Adrian van den Hoven, Medicines for Europe
Describing three pillars of current European Union pharmaceutical industry focus, he said that largely as a result of COVID-driven stress on pharma supply chains, the European Union is focusing on strategic autonomy, or the ability to self-manufacture certain critical medicines.
He said the second pillar was supply chain resiliency, with a big discussion in Europe ongoing on how to reduce the risk of supply disruptions and shortages.
“The third pillar is European economic recovery – like a lot of regions, the European Union suffered a lot economically and so it’s launched a recovery plan and has in part, targeted the pharma industry,” he added.

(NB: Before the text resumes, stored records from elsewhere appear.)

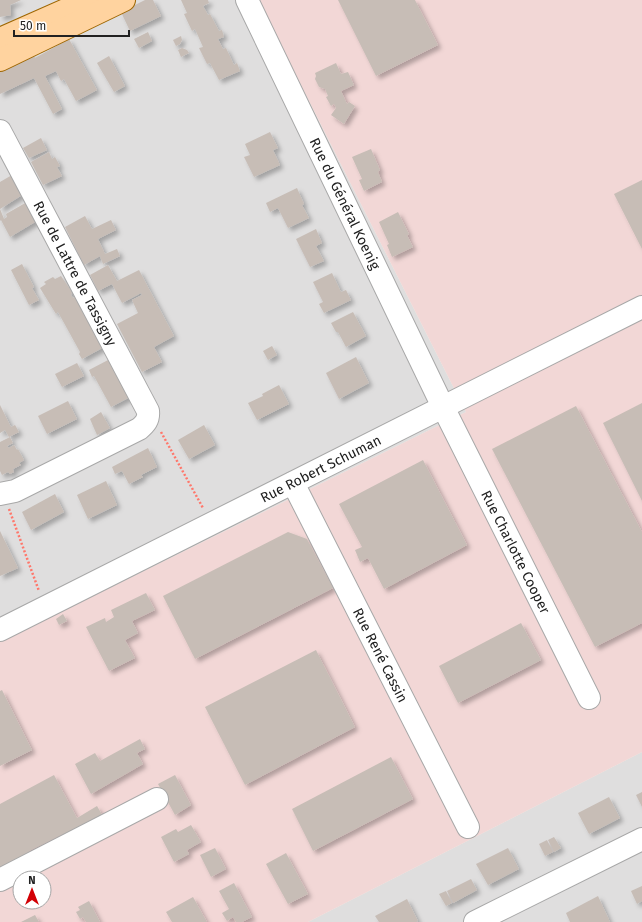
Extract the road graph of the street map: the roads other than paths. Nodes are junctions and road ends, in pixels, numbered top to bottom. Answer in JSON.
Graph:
{"nodes":[{"id":1,"x":88,"y":0,"type":"edge"},
{"id":2,"x":247,"y":0,"type":"edge"},
{"id":3,"x":116,"y":2,"type":"edge"},
{"id":4,"x":0,"y":39,"type":"edge"},
{"id":5,"x":0,"y":60,"type":"edge"},
{"id":6,"x":0,"y":131,"type":"edge"},
{"id":7,"x":642,"y":307,"type":"edge"},
{"id":8,"x":443,"y":407,"type":"junction"},
{"id":9,"x":292,"y":483,"type":"junction"},
{"id":10,"x":2,"y":494,"type":"edge"},
{"id":11,"x":0,"y":630,"type":"edge"},
{"id":12,"x":589,"y":698,"type":"dead end"},
{"id":13,"x":157,"y":799,"type":"dead end"},
{"id":14,"x":468,"y":827,"type":"dead end"},
{"id":15,"x":642,"y":839,"type":"edge"},
{"id":16,"x":0,"y":880,"type":"edge"},
{"id":17,"x":475,"y":922,"type":"edge"}],
"edges":[{"from":1,"to":4,"type":"main road"},
{"from":2,"to":8,"type":"street","name":"Rue du Général Koenig"},
{"from":3,"to":5,"type":"main road"},
{"from":6,"to":10,"type":"street","name":"Rue de Lattre de Tassigny"},
{"from":7,"to":8,"type":"street","name":"Rue Robert Schuman"},
{"from":8,"to":9,"type":"street","name":"Rue Robert Schuman"},
{"from":8,"to":12,"type":"street","name":"Rue Charlotte Cooper"},
{"from":9,"to":11,"type":"street","name":"Rue Robert Schuman"},
{"from":9,"to":14,"type":"street","name":"Rue René Cassin"},
{"from":13,"to":16,"type":"street"},
{"from":15,"to":17,"type":"street"}]}
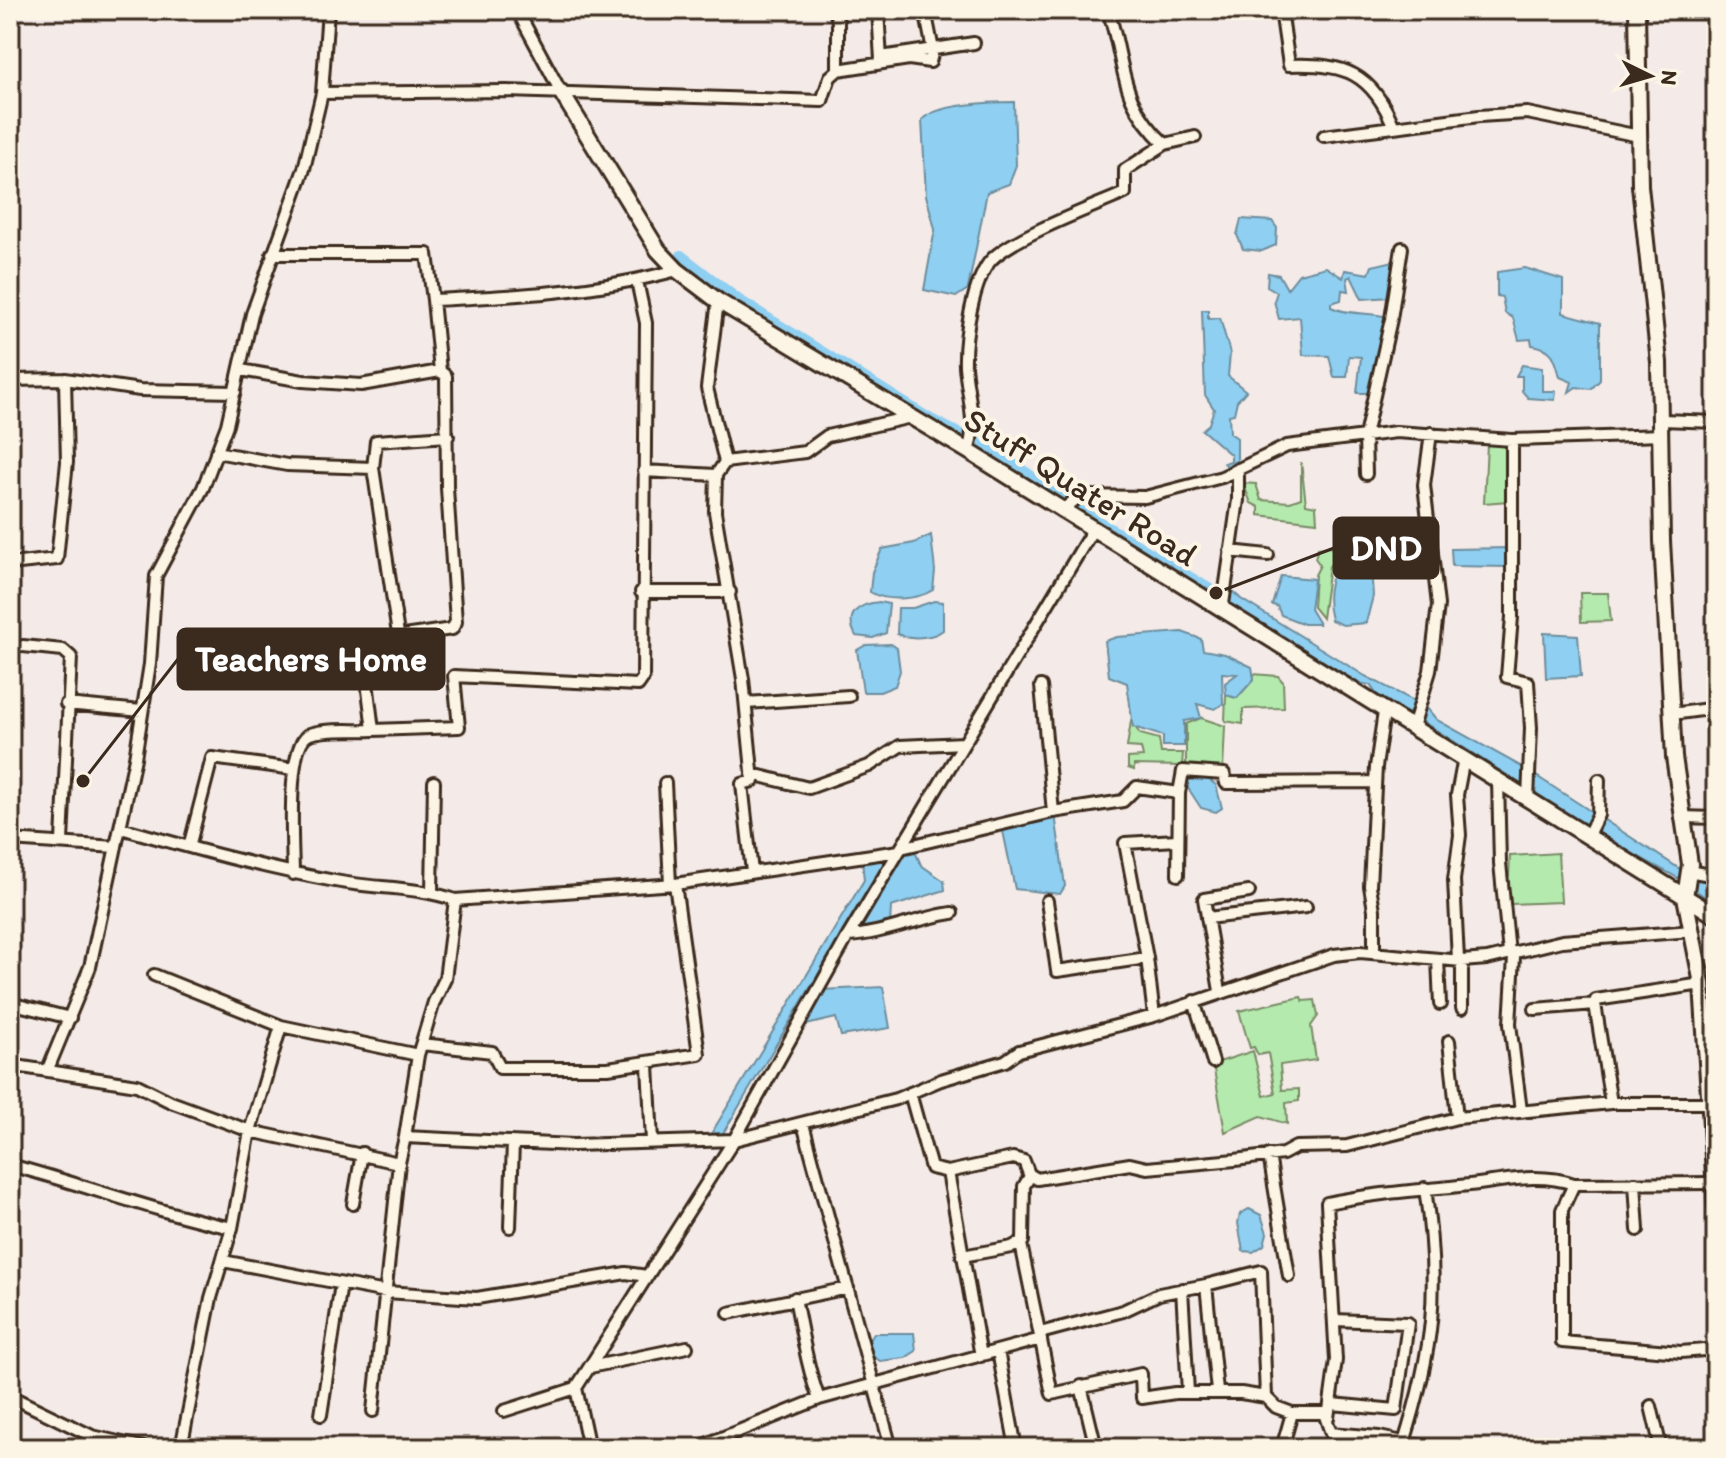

He said the EU was investing Eur750 billion to try and push the economy up again: “The interesting thing is that usually these funds target infrastructure or energy but this time they include medicines and active pharmaceutical ingredients (API) production as one of the targets. They want to support investment in the pharmaceutical sector as one of the key objectives of the European recovery.”
“There’s a lot of interest in innovation on the off-patent side in Europe – there’s a very strong interest now in repurposing and reformulation of medicines in European policy,” he said. “This is something that is going to develop over the next year and there are going to be several big projects sponsored by the European Union to encourage this kind of innovation going forward.”
He added that the main challenge to this was the European Union’s current rules on competition which limit how much funding companies can receive “so there has to be a reinterpretation of EU competition law to enable the EU to fund the industry it’s asking to fund.”